=== Begin Enclosure ===

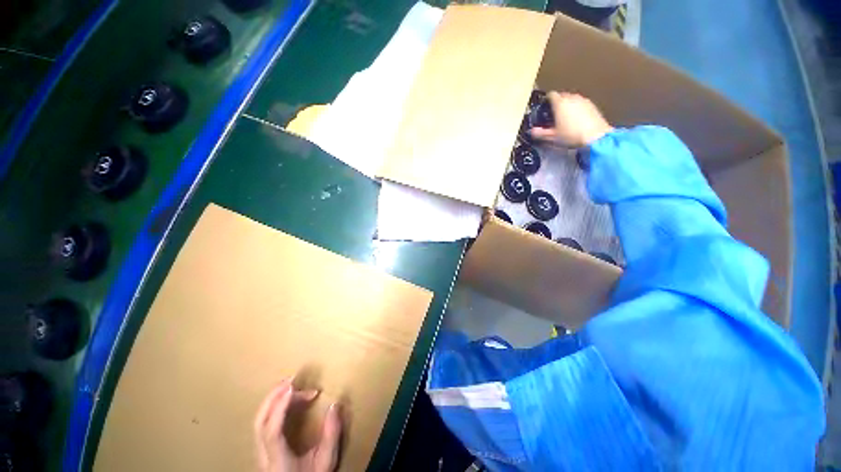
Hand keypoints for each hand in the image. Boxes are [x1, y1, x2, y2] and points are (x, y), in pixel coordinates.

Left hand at [254, 379, 341, 471]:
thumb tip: (335, 405)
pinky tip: (286, 402)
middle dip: (273, 397)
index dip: (280, 408)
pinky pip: (263, 425)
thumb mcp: (326, 462)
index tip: (292, 387)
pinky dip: (273, 408)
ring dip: (273, 401)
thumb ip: (331, 435)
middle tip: (292, 380)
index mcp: (278, 461)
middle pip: (260, 423)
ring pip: (259, 423)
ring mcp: (260, 454)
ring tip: (290, 386)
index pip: (272, 431)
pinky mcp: (263, 451)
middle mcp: (264, 457)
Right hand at [530, 91, 612, 147]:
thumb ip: (540, 133)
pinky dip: (577, 108)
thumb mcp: (552, 137)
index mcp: (560, 103)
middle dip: (557, 102)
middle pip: (562, 96)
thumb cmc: (571, 135)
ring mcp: (583, 100)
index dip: (546, 100)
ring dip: (567, 105)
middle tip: (553, 114)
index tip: (544, 107)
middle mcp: (571, 98)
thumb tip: (532, 131)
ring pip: (572, 99)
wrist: (595, 136)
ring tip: (565, 117)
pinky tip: (576, 119)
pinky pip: (581, 103)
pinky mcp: (592, 105)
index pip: (551, 95)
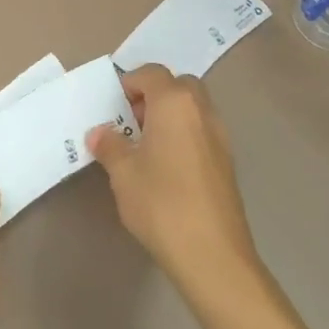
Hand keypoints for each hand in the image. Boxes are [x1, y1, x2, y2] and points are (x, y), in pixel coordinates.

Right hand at [88, 65, 262, 297]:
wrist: (212, 255)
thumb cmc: (161, 203)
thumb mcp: (123, 173)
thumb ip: (110, 145)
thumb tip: (100, 133)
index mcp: (174, 103)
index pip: (151, 73)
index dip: (130, 83)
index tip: (113, 107)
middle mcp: (201, 110)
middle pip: (178, 85)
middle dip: (154, 96)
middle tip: (132, 123)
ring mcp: (220, 136)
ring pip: (193, 108)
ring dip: (170, 116)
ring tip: (146, 148)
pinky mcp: (228, 162)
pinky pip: (202, 131)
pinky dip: (184, 135)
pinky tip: (167, 168)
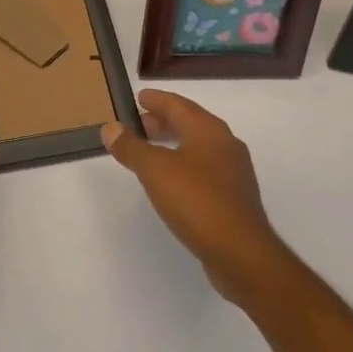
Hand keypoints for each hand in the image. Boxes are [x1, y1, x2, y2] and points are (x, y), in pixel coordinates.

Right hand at [101, 90, 290, 307]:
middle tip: (138, 125)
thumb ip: (131, 147)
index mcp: (208, 130)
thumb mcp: (155, 170)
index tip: (138, 98)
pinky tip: (172, 181)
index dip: (156, 100)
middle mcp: (225, 144)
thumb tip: (111, 128)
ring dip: (173, 144)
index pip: (178, 104)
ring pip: (198, 147)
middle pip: (190, 123)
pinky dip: (184, 165)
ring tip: (150, 153)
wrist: (241, 254)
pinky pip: (205, 169)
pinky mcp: (235, 198)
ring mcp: (234, 172)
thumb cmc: (197, 201)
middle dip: (163, 122)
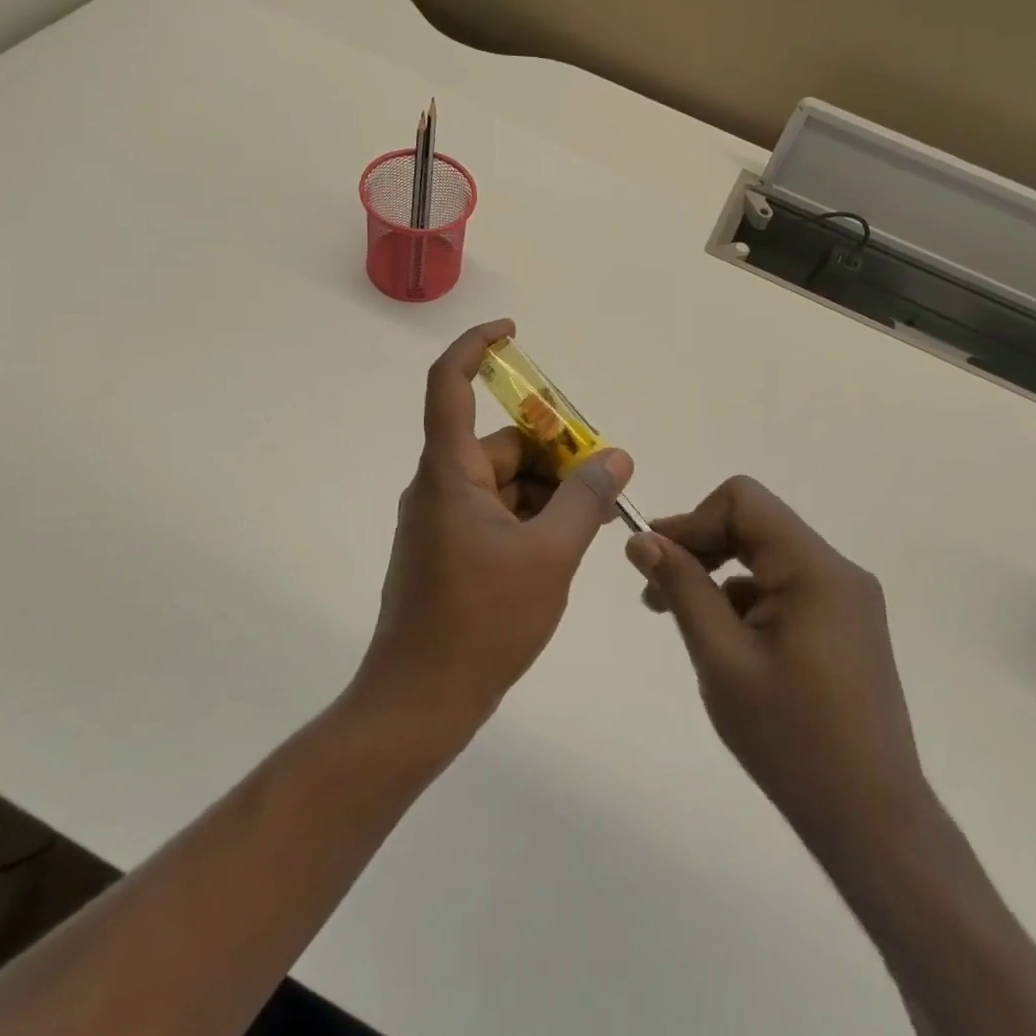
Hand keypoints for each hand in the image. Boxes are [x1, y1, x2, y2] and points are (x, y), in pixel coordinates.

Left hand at [354, 319, 633, 743]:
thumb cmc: (482, 622)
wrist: (420, 701)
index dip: (477, 347)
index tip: (514, 333)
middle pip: (498, 442)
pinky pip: (493, 512)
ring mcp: (440, 520)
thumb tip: (616, 456)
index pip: (449, 384)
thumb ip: (585, 500)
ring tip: (590, 524)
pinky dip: (528, 518)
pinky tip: (560, 549)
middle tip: (601, 481)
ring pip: (501, 482)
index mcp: (449, 472)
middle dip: (551, 453)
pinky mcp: (446, 550)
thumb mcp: (549, 556)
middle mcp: (438, 485)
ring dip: (545, 491)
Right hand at [626, 477, 928, 838]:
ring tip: (682, 621)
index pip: (742, 501)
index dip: (691, 521)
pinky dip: (745, 599)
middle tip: (656, 592)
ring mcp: (846, 599)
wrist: (872, 823)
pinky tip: (725, 643)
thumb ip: (682, 589)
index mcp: (815, 569)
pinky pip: (784, 586)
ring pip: (765, 555)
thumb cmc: (792, 740)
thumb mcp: (722, 659)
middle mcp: (837, 571)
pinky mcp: (845, 625)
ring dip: (719, 574)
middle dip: (700, 546)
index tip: (654, 561)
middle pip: (754, 523)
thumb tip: (642, 540)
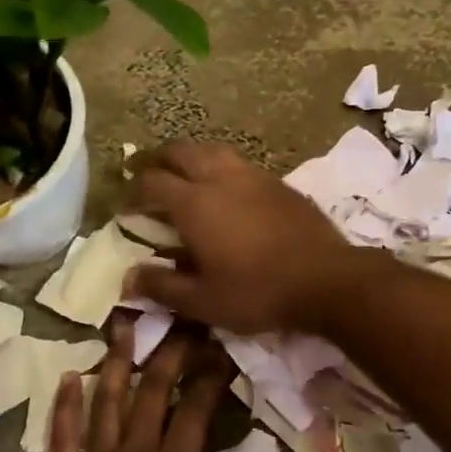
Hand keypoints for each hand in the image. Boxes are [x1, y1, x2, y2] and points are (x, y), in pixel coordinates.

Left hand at [14, 319, 267, 451]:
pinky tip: (70, 376)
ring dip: (118, 363)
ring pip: (110, 401)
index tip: (221, 351)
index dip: (209, 384)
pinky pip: (67, 431)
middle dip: (170, 358)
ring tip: (125, 327)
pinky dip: (68, 404)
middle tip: (180, 322)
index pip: (194, 418)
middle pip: (153, 396)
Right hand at [125, 141, 362, 334]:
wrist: (325, 279)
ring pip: (212, 150)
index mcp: (194, 203)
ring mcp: (253, 176)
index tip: (124, 205)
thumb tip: (128, 278)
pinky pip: (239, 163)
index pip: (152, 183)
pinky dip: (220, 166)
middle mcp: (220, 178)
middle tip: (146, 173)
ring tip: (183, 172)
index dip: (132, 191)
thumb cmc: (257, 292)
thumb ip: (162, 286)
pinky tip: (226, 187)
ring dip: (190, 156)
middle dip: (158, 160)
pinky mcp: (278, 183)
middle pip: (180, 152)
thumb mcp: (203, 301)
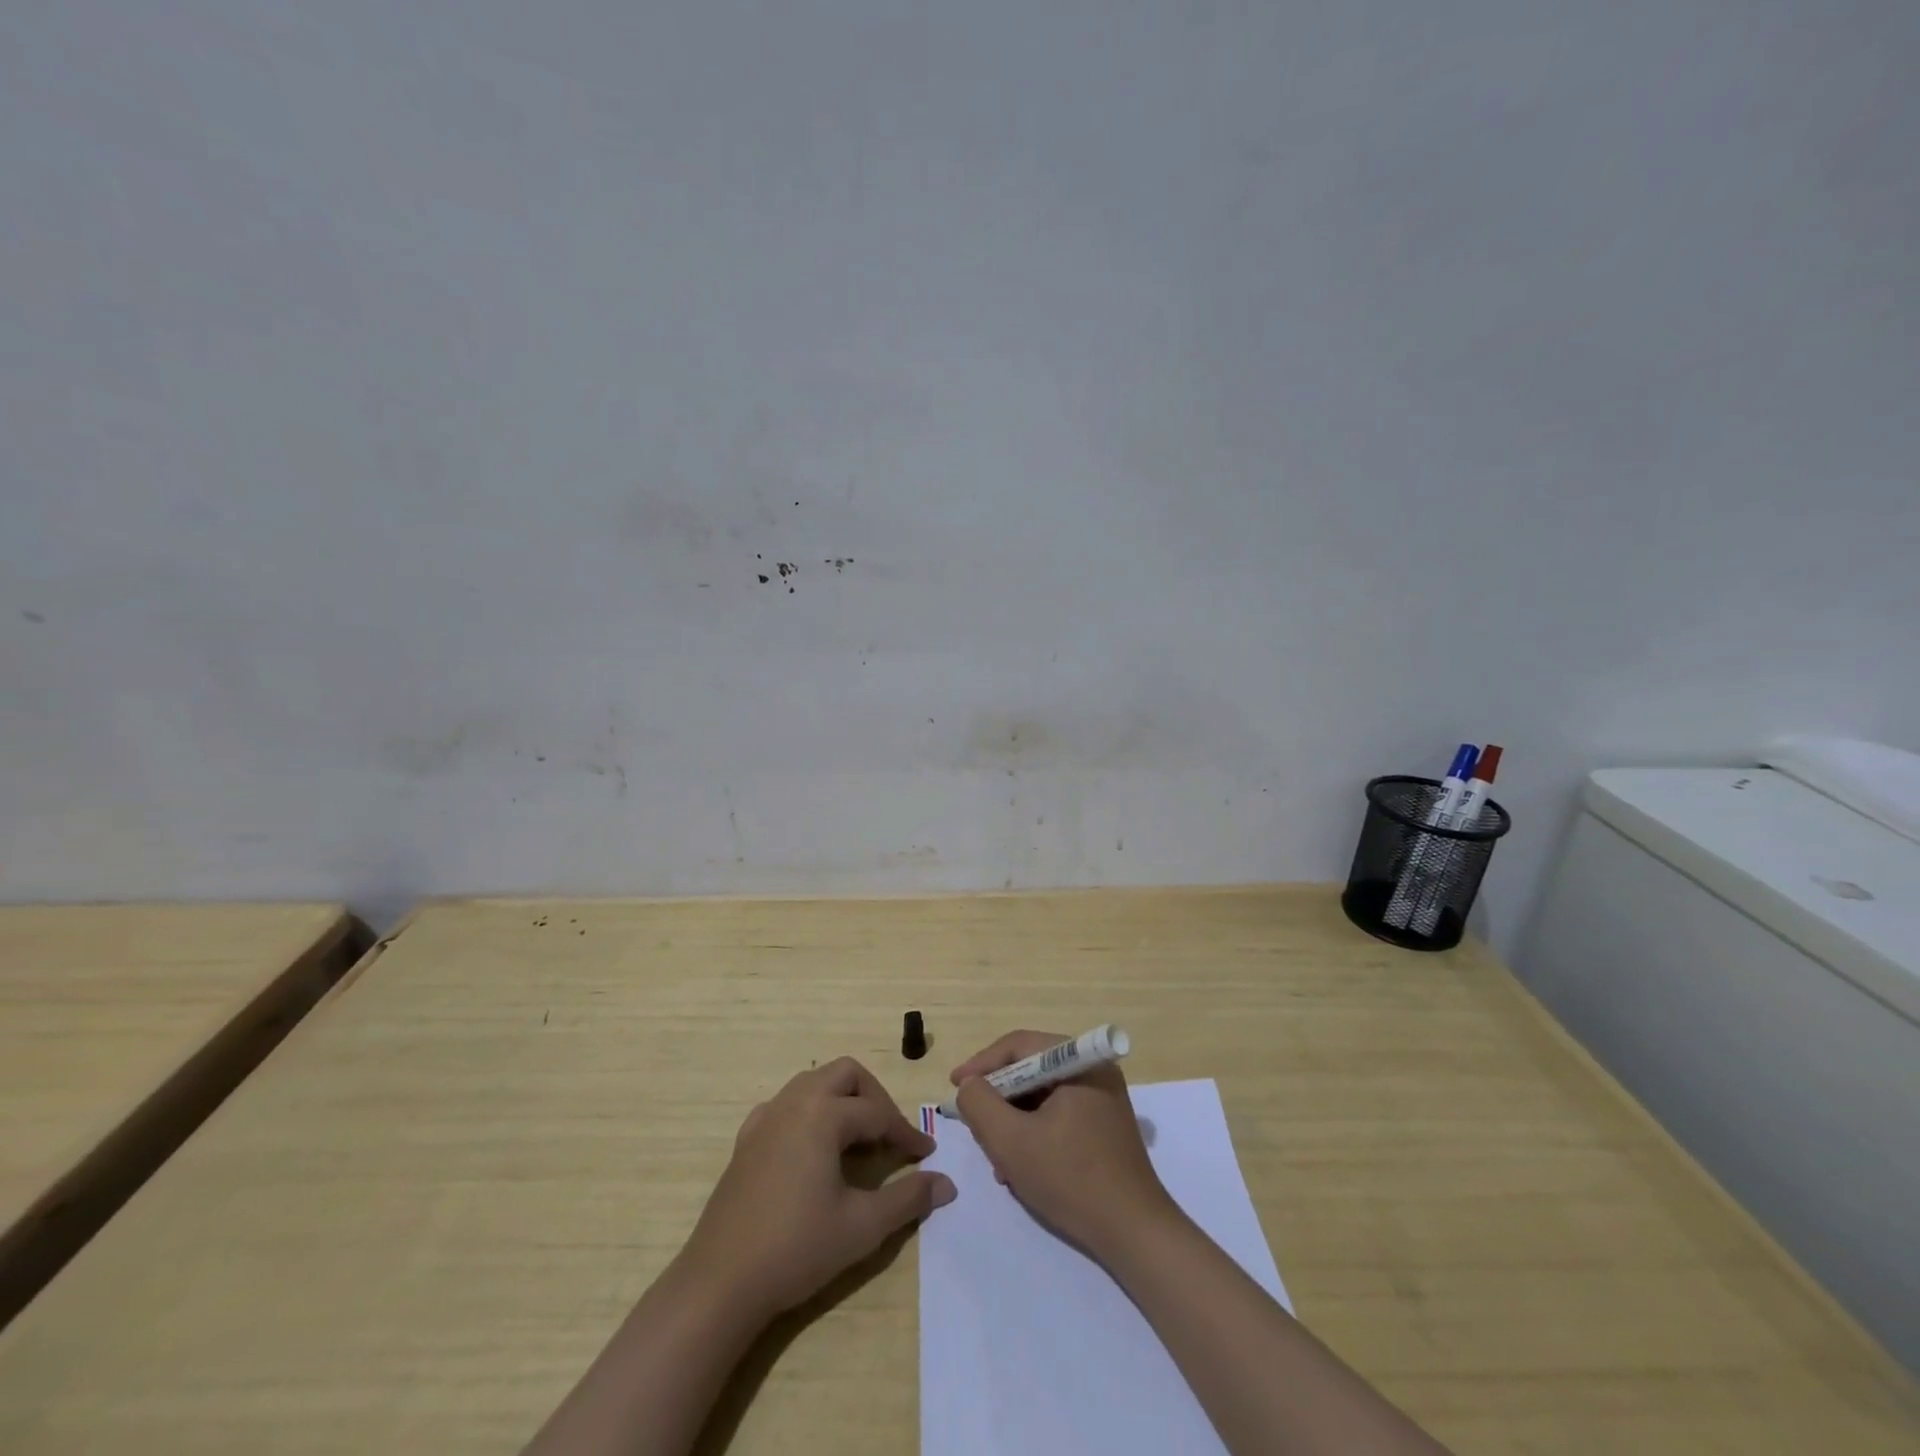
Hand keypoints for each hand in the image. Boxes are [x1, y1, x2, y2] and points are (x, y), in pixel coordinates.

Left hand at [677, 1057, 955, 1324]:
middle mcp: (794, 1102)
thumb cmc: (796, 1248)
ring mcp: (766, 1117)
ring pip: (814, 1083)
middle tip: (890, 1136)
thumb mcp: (862, 1226)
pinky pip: (787, 1105)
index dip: (906, 1134)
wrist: (720, 1283)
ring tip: (858, 1141)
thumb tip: (946, 1183)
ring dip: (842, 1101)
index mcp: (823, 1113)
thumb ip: (908, 1198)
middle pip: (846, 1074)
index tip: (927, 1155)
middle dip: (874, 1098)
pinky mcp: (747, 1139)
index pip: (877, 1113)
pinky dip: (810, 1113)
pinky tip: (814, 1150)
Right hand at [952, 1030, 1178, 1262]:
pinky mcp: (1105, 1126)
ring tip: (997, 1158)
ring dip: (1013, 1122)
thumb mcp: (1011, 1141)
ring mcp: (1102, 1098)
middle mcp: (1093, 1070)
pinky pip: (1057, 1115)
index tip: (954, 1087)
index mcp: (1078, 1061)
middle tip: (975, 1125)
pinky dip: (1034, 1133)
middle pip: (1029, 1071)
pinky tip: (1021, 1167)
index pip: (1018, 1046)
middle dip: (998, 1100)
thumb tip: (969, 1085)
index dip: (981, 1065)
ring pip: (1041, 1096)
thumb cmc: (1071, 1179)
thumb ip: (980, 1104)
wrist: (1134, 1234)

=== End Enclosure ===

Task prompt: Your job is to copy every entry exactly. Omit the pictures.

Output for this task:
Hand keypoints for each hand in the image. Boxes are [x1, y1, x2, y2] and points are (x, y), in pixel coordinates.

Left hand at [254, 379, 341, 471]:
thumb tip: (335, 405)
pinky tip: (286, 402)
middle dip: (273, 397)
index dip: (280, 408)
pinky pip: (263, 425)
thumb mcp: (326, 462)
index tip: (292, 387)
pinky dip: (273, 408)
ring dip: (273, 401)
thumb ip: (331, 435)
middle tip: (292, 380)
index mcp: (278, 461)
middle pip: (260, 423)
ring pip: (259, 423)
ring mcp: (260, 454)
ring tip: (290, 386)
index pip: (272, 431)
pinky mcp: (263, 451)
middle mcp: (264, 457)
Right hand at [530, 91, 612, 147]:
thumb ip: (540, 133)
pinky dip: (577, 108)
thumb mcp: (552, 137)
index mcp: (560, 103)
middle dip: (557, 102)
middle pip: (562, 96)
thumb cmc: (571, 135)
ring mcp: (583, 100)
index dip: (546, 100)
ring dip: (567, 105)
middle tip: (553, 114)
index tip: (544, 107)
middle mcp: (571, 98)
thumb tip: (532, 131)
ring pip: (572, 99)
wrist: (595, 136)
ring tip: (565, 117)
pinky tip: (576, 119)
pinky pip: (581, 103)
pinky mcp: (592, 105)
index pip: (551, 95)
Hand keypoints for each hand in the image. Boxes are [x1, y1, x2, y2] and points are (x, y), in pixel coordinates.

Right hand at [88, 65, 262, 297]:
wrist: (212, 255)
thumb cmc: (161, 203)
thumb mcp: (123, 173)
thumb ip: (110, 145)
thumb tip: (100, 133)
index mcp: (174, 103)
index pip: (151, 73)
index dip: (130, 83)
index tip: (113, 107)
middle mcp: (201, 110)
middle pip: (178, 85)
middle dip: (154, 96)
middle tip: (132, 123)
ring mcp: (220, 136)
ring pip: (193, 108)
ring dip: (170, 116)
ring tip: (146, 148)
pinky mcp: (228, 162)
pinky pip: (202, 131)
pinky dip: (184, 135)
pinky tip: (167, 168)
Hand keypoints for each hand in the image. Boxes are [x1, y1, x2, y2] and points are (x, y), in pixel coordinates.

Right hand at [101, 90, 290, 307]:
middle tip: (138, 125)
thumb ip: (131, 147)
index mcp: (208, 130)
thumb mcp: (155, 170)
index tip: (138, 98)
pinky tip: (172, 181)
index dip: (156, 100)
middle mcp: (225, 144)
thumb tip: (111, 128)
ring dip: (173, 144)
index pip: (178, 104)
ring pip: (198, 147)
middle pip: (190, 123)
pinky dip: (184, 165)
ring tip: (150, 153)
wrist: (241, 254)
pinky pip: (205, 169)
pinky mcp: (235, 198)
ring mcp: (234, 172)
thumb cmc: (197, 201)
middle dip: (163, 122)
Hand keypoints for each hand in the image. Boxes are [x1, y1, x2, y2] and points are (x, y), in pixel coordinates.

Left hand at [354, 319, 633, 743]:
thumb cmc: (482, 622)
wrist: (420, 701)
index dip: (477, 347)
index tip: (514, 333)
middle pip: (498, 442)
pinky pip: (493, 512)
ring mcp: (440, 520)
thumb tip: (616, 456)
index pip: (449, 384)
thumb ip: (585, 500)
ring tip: (590, 524)
pinky dip: (528, 518)
pinky tip: (560, 549)
middle tip: (601, 481)
ring pip: (501, 482)
index mcp: (449, 472)
middle dip: (551, 453)
pinky mcp: (446, 550)
thumb mcp: (549, 556)
middle mcp: (438, 485)
ring dip: (545, 491)
Right hand at [626, 477, 928, 838]:
ring tip: (682, 621)
index pip: (742, 501)
index dip: (691, 521)
pinky dip: (745, 599)
middle tip: (656, 592)
ring mcp: (846, 599)
wrist: (872, 823)
pinky tip: (725, 643)
thumb ip: (682, 589)
index mcp: (815, 569)
pinky pip: (784, 586)
ring pip: (765, 555)
thumb cmc: (792, 740)
thumb mcp: (722, 659)
middle mcp: (837, 571)
pinky mcp: (845, 625)
ring dip: (719, 574)
middle dip: (700, 546)
index tip: (654, 561)
middle pip: (754, 523)
thumb tip: (642, 540)
Hand keypoints for each hand in the image. Boxes are [x1, y1, x2, y2] and points are (x, y), in pixel coordinates.

Left hand at [14, 319, 267, 451]:
pinky tip: (70, 376)
ring dip: (118, 363)
ring pip: (110, 401)
index tip: (221, 351)
index dip: (209, 384)
pinky pip: (67, 431)
middle dip: (170, 358)
ring tip: (125, 327)
pinky dip: (68, 404)
middle tip: (180, 322)
index pip: (194, 418)
middle pip: (153, 396)
Right hand at [125, 141, 362, 334]:
wrist: (325, 279)
ring pip: (212, 150)
index mcp: (194, 203)
ring mcp: (253, 176)
index tip: (124, 205)
thumb tip: (128, 278)
pinky pip: (239, 163)
index pip: (152, 183)
pinky dip: (220, 166)
middle mcp: (220, 178)
middle tip: (146, 173)
ring tip: (183, 172)
index dip: (132, 191)
thumb cmc: (257, 292)
thumb ip: (162, 286)
pinky tip: (226, 187)
ring dip: (190, 156)
middle dip: (158, 160)
pinky mcp: (278, 183)
middle pip: (180, 152)
thumb mcp: (203, 301)
Hand keypoints for each hand in the image. Boxes are [x1, y1, x2, y2] and points are (x, y), in pixel coordinates.

Left hand at [677, 1057, 955, 1324]:
middle mcp: (794, 1102)
thumb cmc: (796, 1248)
ring mcp: (766, 1117)
ring pip: (814, 1083)
middle tip: (890, 1136)
thumb mcp: (862, 1226)
pinky pip: (787, 1105)
index dip: (906, 1134)
wrist: (720, 1283)
ring tip: (858, 1141)
thumb tip: (946, 1183)
ring dip: (842, 1101)
index mcp: (823, 1113)
thumb ip: (908, 1198)
middle pip: (846, 1074)
index tip: (927, 1155)
middle dip: (874, 1098)
pinky mcp: (747, 1139)
index pip: (877, 1113)
pinky dip: (810, 1113)
pinky tip: (814, 1150)
Right hand at [952, 1030, 1178, 1262]:
pinky mcp: (1105, 1126)
ring tip: (997, 1158)
ring dip: (1013, 1122)
thumb mcp: (1011, 1141)
ring mcp: (1102, 1098)
middle mcp: (1093, 1070)
pinky pip: (1057, 1115)
index tip: (954, 1087)
index mcp: (1078, 1061)
middle tip: (975, 1125)
pinky dip: (1034, 1133)
middle pip: (1029, 1071)
pinky tip: (1021, 1167)
index pip: (1018, 1046)
middle dip: (998, 1100)
thumb tip: (969, 1085)
index dip: (981, 1065)
ring pip: (1041, 1096)
thumb cmc: (1071, 1179)
thumb ip: (980, 1104)
wrist: (1134, 1234)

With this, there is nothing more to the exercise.